Problem is, Johnson has filed suit against the Supreme Court to block any debate on this at all. And today the NAACP has passed an “emergency resolution” calling for Johnson to be installed as the incoming Chief Justice…
The NAACP, at its annual convention in Houston, has passed an emergency resolution defending Louisiana Supreme Court Justice Bernette Johnson’s standing to succeed Chief Justice Catherine “Kitty” Kimball, when she retires in January.

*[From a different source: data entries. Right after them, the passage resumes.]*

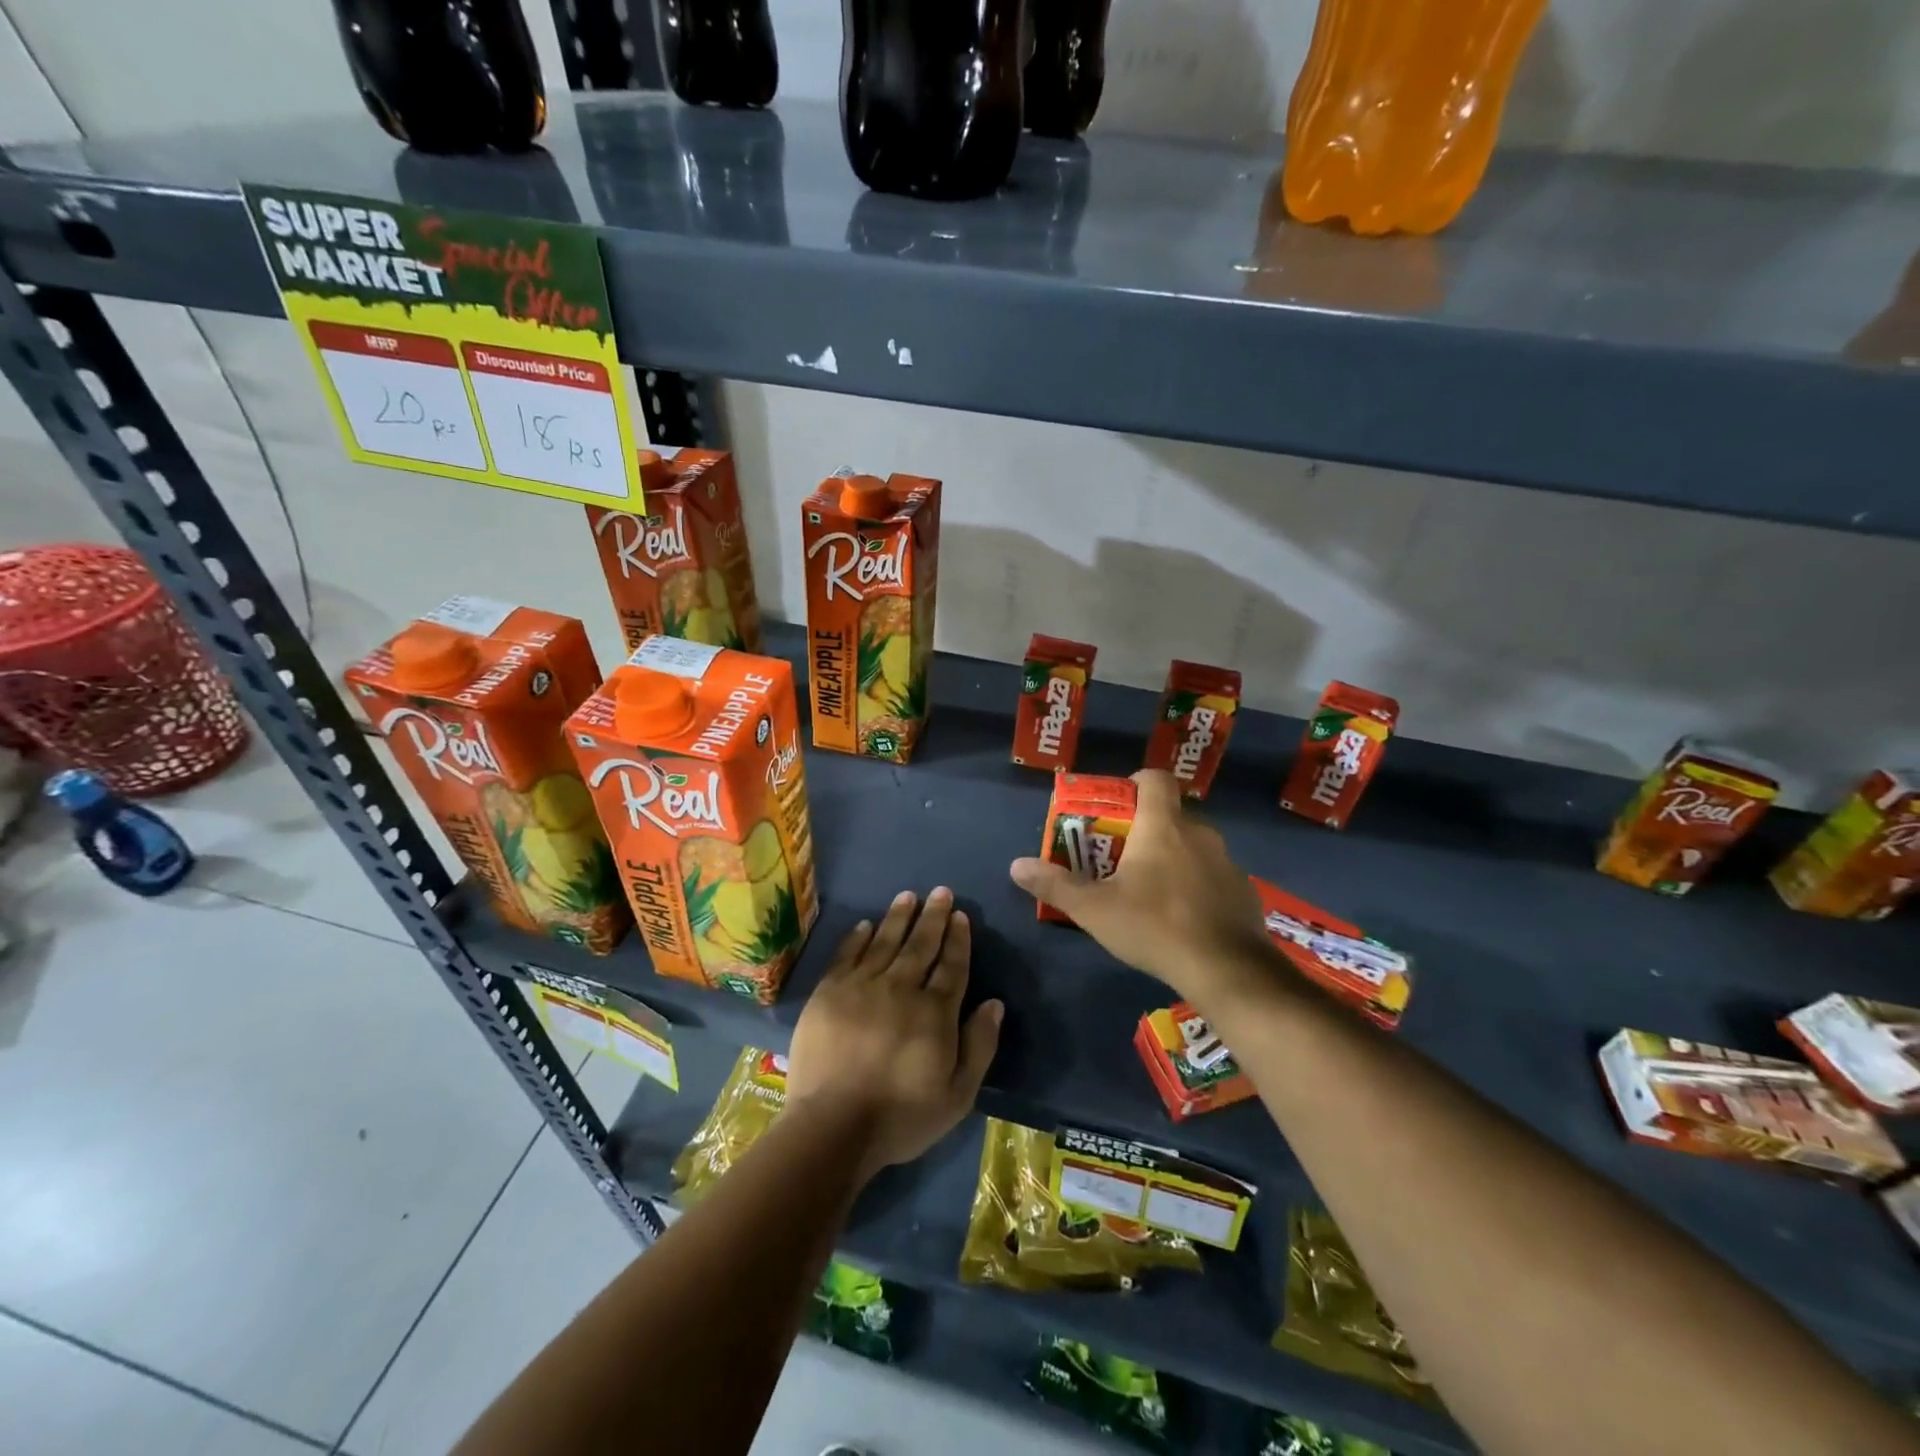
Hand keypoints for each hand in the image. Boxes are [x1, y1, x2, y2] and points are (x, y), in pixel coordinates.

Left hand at [785, 887, 1002, 1181]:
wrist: (832, 1126)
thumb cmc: (901, 1116)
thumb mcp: (957, 1094)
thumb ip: (979, 1045)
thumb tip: (994, 1003)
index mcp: (935, 1012)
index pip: (951, 965)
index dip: (958, 939)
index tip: (960, 915)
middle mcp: (900, 988)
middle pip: (921, 945)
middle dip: (933, 917)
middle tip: (941, 891)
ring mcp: (861, 986)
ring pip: (885, 941)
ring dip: (898, 917)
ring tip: (908, 896)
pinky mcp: (829, 992)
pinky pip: (847, 954)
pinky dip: (858, 937)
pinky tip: (866, 925)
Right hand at [1009, 769, 1275, 1005]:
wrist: (1228, 970)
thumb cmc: (1155, 926)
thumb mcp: (1095, 909)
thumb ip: (1056, 885)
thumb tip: (1016, 865)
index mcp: (1163, 825)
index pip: (1154, 778)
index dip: (1134, 782)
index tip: (1116, 805)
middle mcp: (1200, 833)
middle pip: (1170, 814)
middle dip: (1145, 829)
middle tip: (1120, 857)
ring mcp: (1227, 862)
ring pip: (1193, 846)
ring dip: (1172, 858)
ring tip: (1149, 891)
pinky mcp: (1243, 891)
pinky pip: (1213, 875)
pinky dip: (1196, 885)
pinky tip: (1183, 917)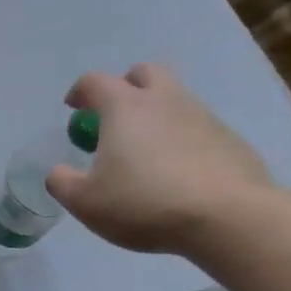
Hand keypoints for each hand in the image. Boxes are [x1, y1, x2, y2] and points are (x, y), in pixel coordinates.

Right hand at [45, 64, 275, 253]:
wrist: (229, 218)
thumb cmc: (145, 203)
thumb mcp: (86, 202)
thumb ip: (63, 183)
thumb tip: (59, 172)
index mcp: (125, 107)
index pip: (95, 81)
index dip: (80, 92)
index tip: (73, 109)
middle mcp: (165, 101)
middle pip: (144, 73)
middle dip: (126, 86)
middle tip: (115, 118)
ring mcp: (203, 117)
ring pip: (176, 100)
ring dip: (157, 115)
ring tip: (147, 154)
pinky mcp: (231, 140)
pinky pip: (200, 129)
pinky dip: (184, 141)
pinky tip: (179, 175)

While the resolution does not mention Johnson by name, it calls for “full implementation of the Chisom Consent Decree,” which “provided for the election of a Justice from a racial and ethnic minority majority voting district to serve on the Louisiana Supreme court with equal compensation, benefits, expenses and emoluments due a Justice to the Louisiana Supreme Court.”
That language is critical because, as the resolution notes, “one of the emoluments of a Justice of the Louisiana Supreme Court is seniority of service,” the “Louisiana Constitution mandates that the Louisiana Supreme Court Justice with the most seniority of service shall be declared the Chief Justice of the Louisiana Supreme Court,” and, on Kimball’s retirement, “under existing rules, the next most senior person on the court would become the Chief Justice.”
Whether Johnson is right or not, this is a complete mess. It’s a disaster for the legitimacy of the state supreme court, and it means the court will be a dysfunctional body for quite some time to come. And it didn’t have to be that way; Johnson would have gone onto the court in 2000 in all likelihood anyway, and nobody would have been upset about her service. Louisiana wouldn’t have had a chief justice of its Supreme Court that most of that body’s members don’t find legitimate to serve in that role. And the state wouldn’t have a national black eye as a result.
Many people out there find Edwards a cute old guy whose crimes, corruption and political connivances were just part of the state’s old flavor. Those people don’t particularly understand the lasting damage his misrule did to this state. And regardless of how this controversy is ultimately resolved, the fact we’re even having to deal with this mess dates all the way back to Edwards’ – and Ieyoub’s – choice to pander to a constituency rather than stand up for the state’s constitution back in 1992.